Le challenge « Les classiques c’est fantastique » des blogs Au milieu des livres et Mes pages versicolores commémore simultanément ce mois-ci le centenaire des disparitions de Franz Kafka et Joseph Conrad avec un face-à-face d’anthologie et l’occasion pour Des Livres Rances, non sans avoir à nouveau félicité Moka pour les visuels et l’esthétisme toujours renouvelé pour présenter chaque mois le thème du challenge, de présenter ce recueil de nouvelles « Un médecin de campagne » de Franz Kafka, auteur décédé le 3 juin 1924.
Les deux romans inachevés « Le procès » puis « Le château », mais aussi « La métamorphose » ou « La colonie pénitentiaire » ont en grande partie occulté le reste de l’œuvre de Kafka, l’ont écrasée. Et pourtant… Ce bref recueil renferme quatorze textes. Un quinzième, « À cheval sur le seau à charbon », tout d’abord prévu dans le recueil, fut retiré par l’auteur juste avant publication. Ce livre est l’un des rares de Kafka à être paru de son vivant, en 1920.
Ces textes tous très courts (l’un d’eux de quelques lignes seulement) et variés dépeignent tout l’univers de Kafka, la plupart furent rédigés en 1917. S’il peut parfois apparaître comme un véritable exercice de style (« Au quatrième balcon » par exemple, ne comporte que deux longues phrases), ce recueil est avant tout pour l’écrivain un prétexte à figer des images, des scénettes, comme si l’on scrutait un tableau de maître.

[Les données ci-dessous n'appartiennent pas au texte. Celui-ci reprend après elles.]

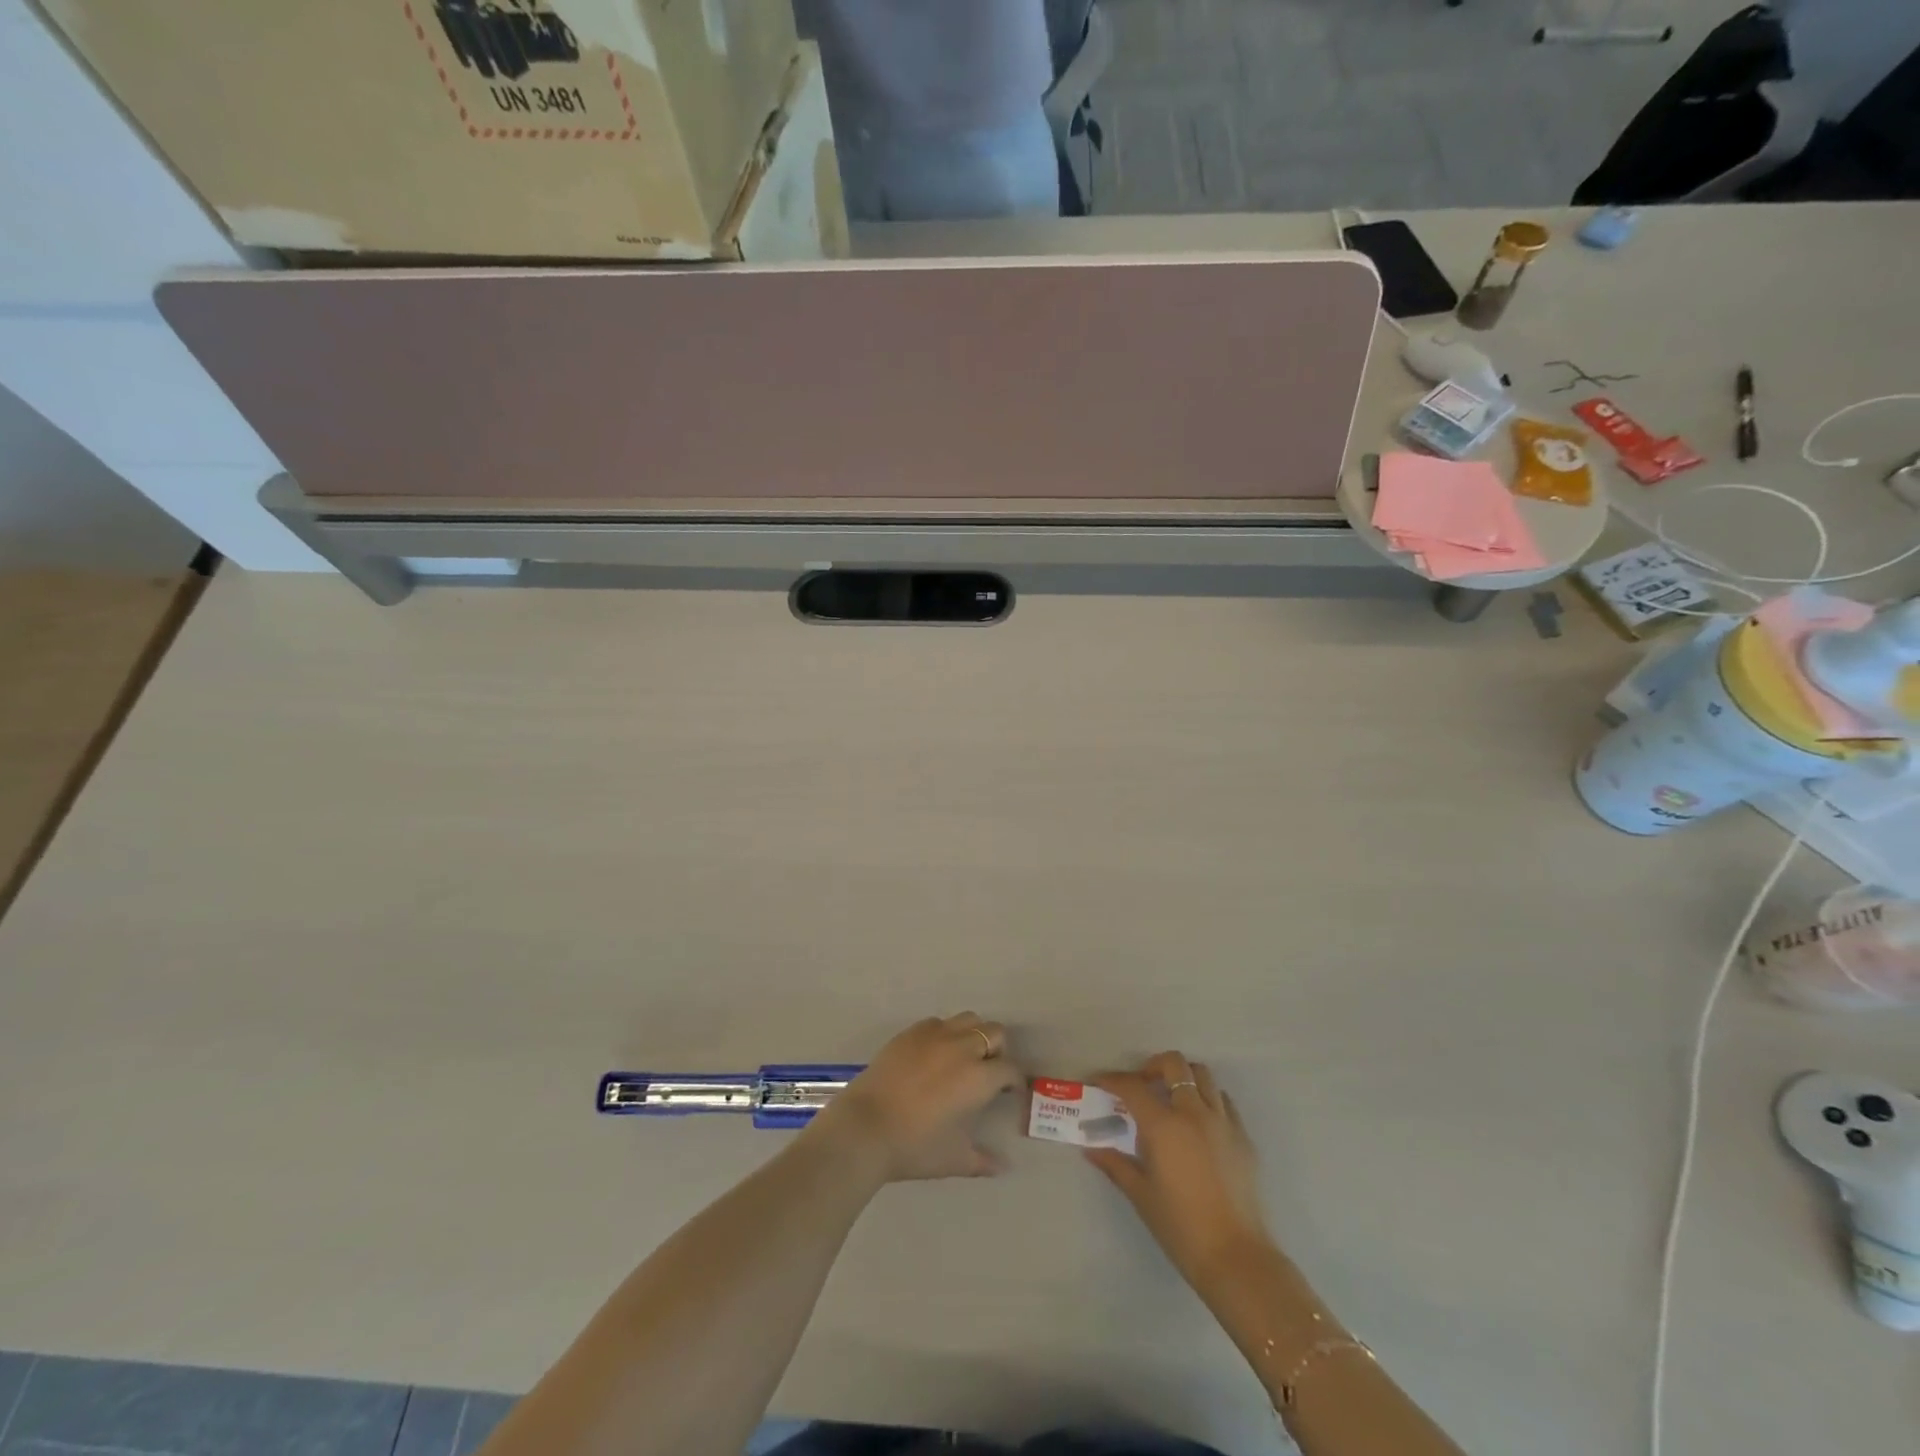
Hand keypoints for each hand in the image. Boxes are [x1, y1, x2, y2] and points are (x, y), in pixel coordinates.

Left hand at [807, 1013, 1022, 1184]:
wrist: (865, 1127)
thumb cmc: (914, 1146)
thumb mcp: (953, 1159)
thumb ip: (982, 1161)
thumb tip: (1002, 1166)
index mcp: (978, 1077)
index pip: (1009, 1068)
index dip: (1014, 1080)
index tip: (1009, 1092)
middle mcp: (962, 1048)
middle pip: (994, 1032)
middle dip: (997, 1050)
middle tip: (987, 1073)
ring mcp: (934, 1035)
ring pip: (968, 1019)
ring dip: (973, 1035)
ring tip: (963, 1058)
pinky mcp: (910, 1032)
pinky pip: (938, 1023)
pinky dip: (944, 1034)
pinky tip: (934, 1055)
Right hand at [1085, 1052, 1273, 1283]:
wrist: (1236, 1257)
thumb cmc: (1180, 1227)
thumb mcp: (1141, 1194)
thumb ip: (1115, 1165)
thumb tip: (1091, 1149)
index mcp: (1164, 1125)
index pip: (1132, 1087)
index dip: (1111, 1080)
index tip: (1099, 1082)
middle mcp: (1194, 1113)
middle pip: (1174, 1064)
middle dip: (1153, 1066)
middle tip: (1142, 1085)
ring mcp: (1223, 1122)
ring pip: (1203, 1076)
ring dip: (1183, 1078)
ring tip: (1172, 1099)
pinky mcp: (1243, 1138)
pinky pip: (1224, 1102)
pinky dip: (1208, 1100)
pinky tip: (1199, 1124)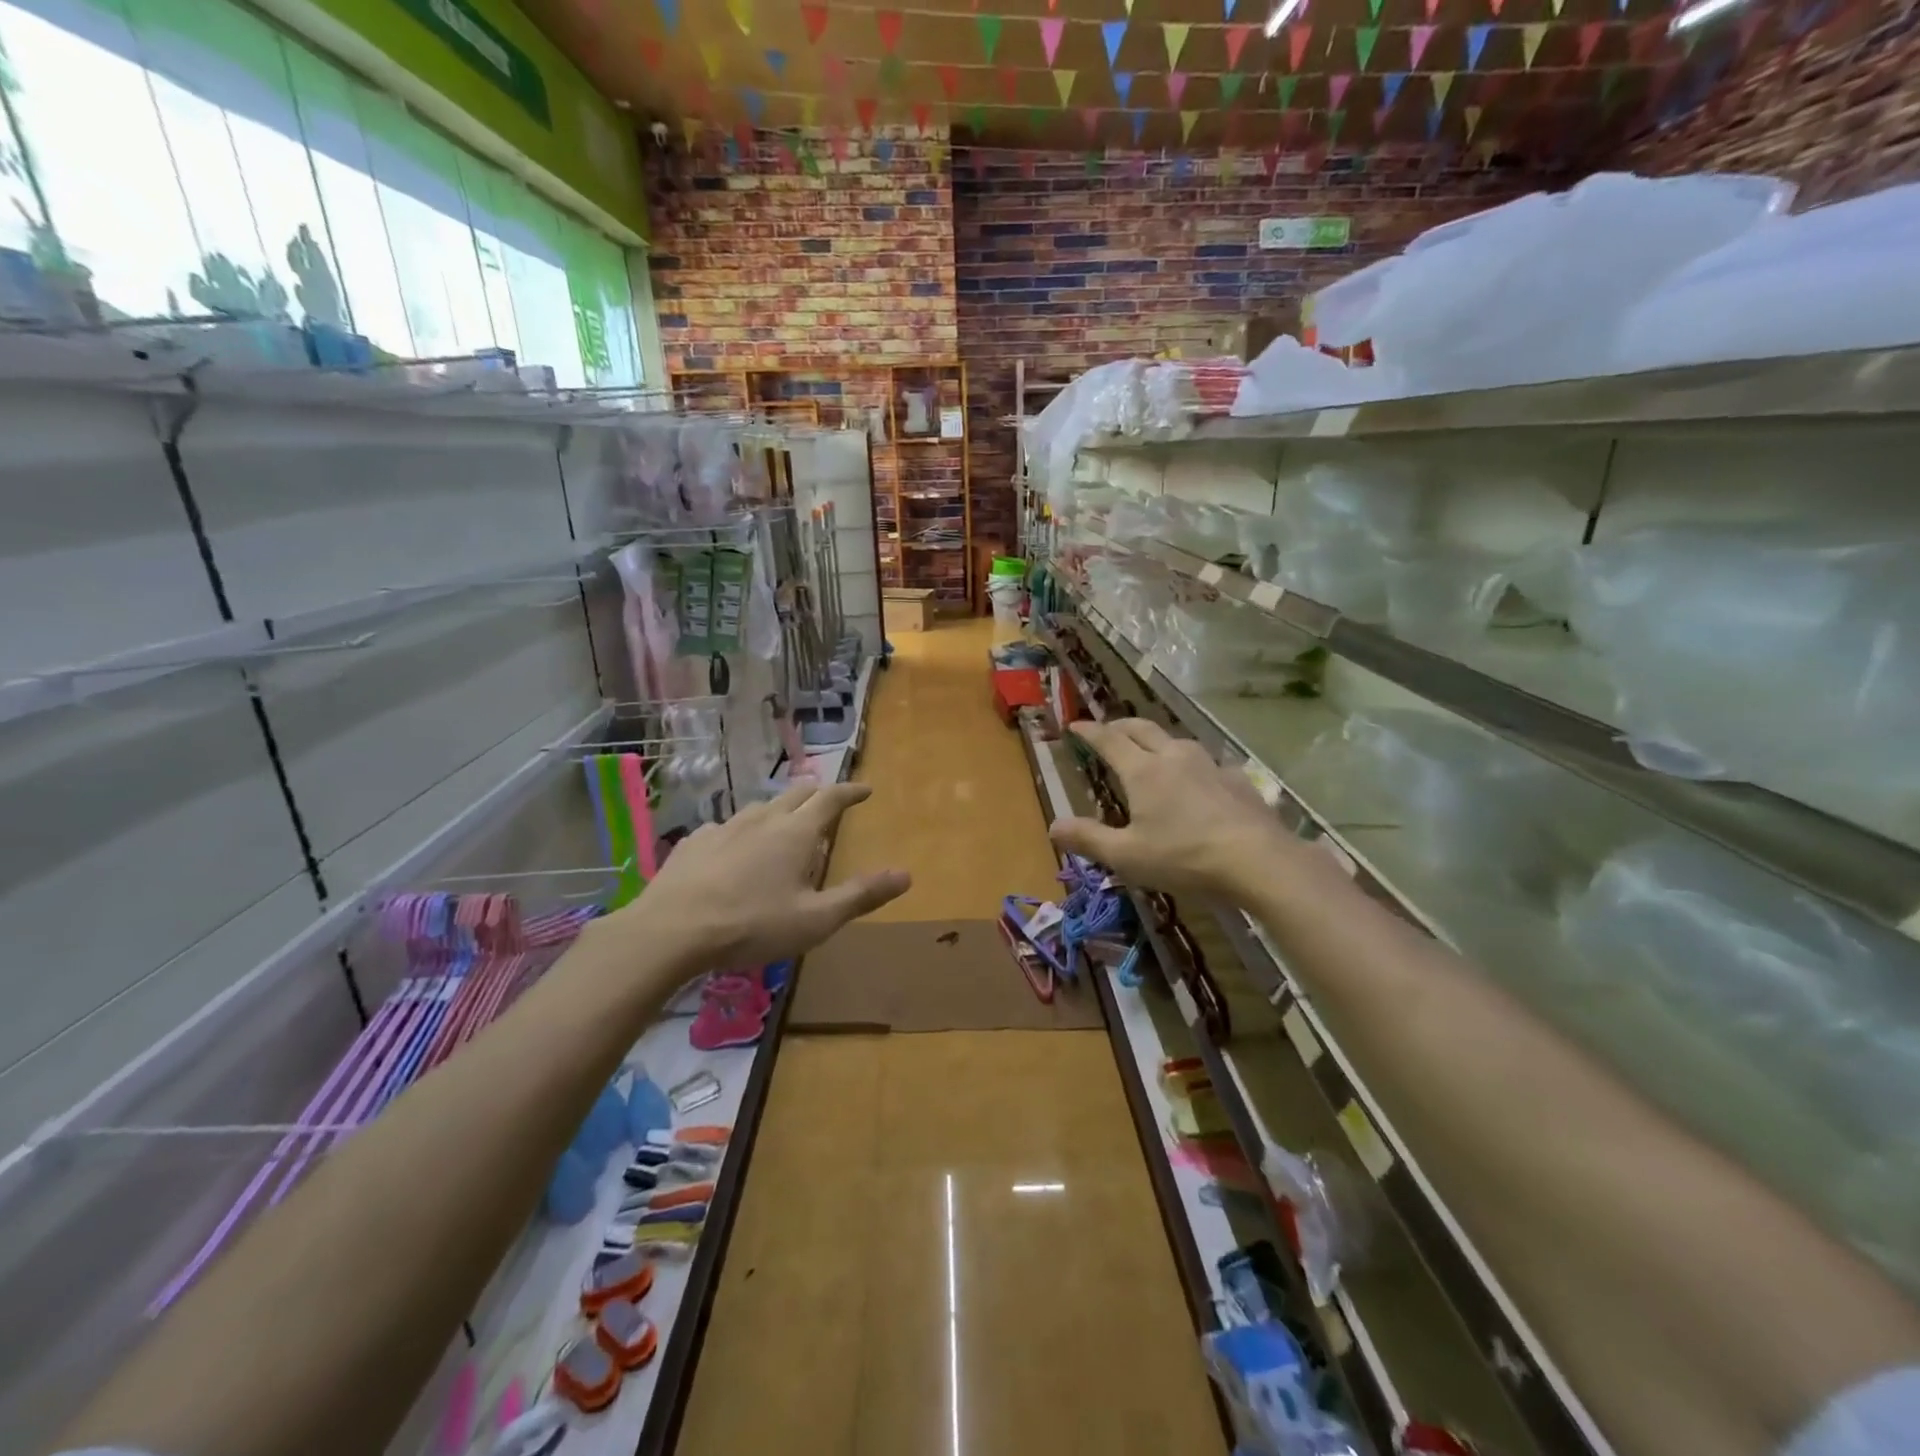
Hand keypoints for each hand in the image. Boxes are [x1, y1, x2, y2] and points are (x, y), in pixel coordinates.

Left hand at [598, 782, 909, 968]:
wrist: (671, 930)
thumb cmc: (753, 924)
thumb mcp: (816, 919)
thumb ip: (861, 895)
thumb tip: (906, 874)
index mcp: (796, 832)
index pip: (831, 798)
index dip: (851, 791)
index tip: (865, 789)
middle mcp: (763, 819)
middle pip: (796, 794)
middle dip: (817, 794)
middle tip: (829, 802)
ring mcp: (724, 827)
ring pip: (759, 808)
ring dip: (779, 811)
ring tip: (783, 826)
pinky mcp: (694, 842)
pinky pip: (726, 828)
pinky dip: (742, 832)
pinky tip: (734, 850)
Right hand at [1049, 719, 1296, 898]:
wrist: (1258, 859)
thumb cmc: (1184, 857)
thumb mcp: (1127, 856)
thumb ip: (1089, 839)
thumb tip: (1053, 825)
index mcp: (1143, 771)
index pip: (1108, 740)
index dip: (1089, 731)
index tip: (1075, 725)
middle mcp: (1174, 757)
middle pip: (1142, 729)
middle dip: (1120, 726)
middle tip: (1108, 729)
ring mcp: (1209, 765)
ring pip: (1176, 741)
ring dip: (1157, 740)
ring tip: (1151, 751)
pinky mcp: (1236, 779)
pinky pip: (1207, 762)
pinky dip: (1191, 764)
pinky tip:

Le texte « Devant la loi », déjà alors publié deux fois, tient particulièrement à cœur à Kafka, qui d’ailleurs l’incorpore également vers la fin du roman « Le procès », publié après sa mort. C’est la plus « Kafkaïenne » de ces nouvelles, celle qui donne le ton de cette future définition et commence ainsi : « Devant la Loi, près de la porte, se tient un gardien. Un homme de la campagne vient trouver ce gardien et lui demande la permission d’accéder à la Loi. Mais le gardien lui dit qu’il ne peut pas la lui accorder pour l’instant. L’homme réfléchit, puis il demande si l’accès lui sera possible un peu plus tard. ‘Peut-être, dit le gardien, mais pour l’instant, non’ ».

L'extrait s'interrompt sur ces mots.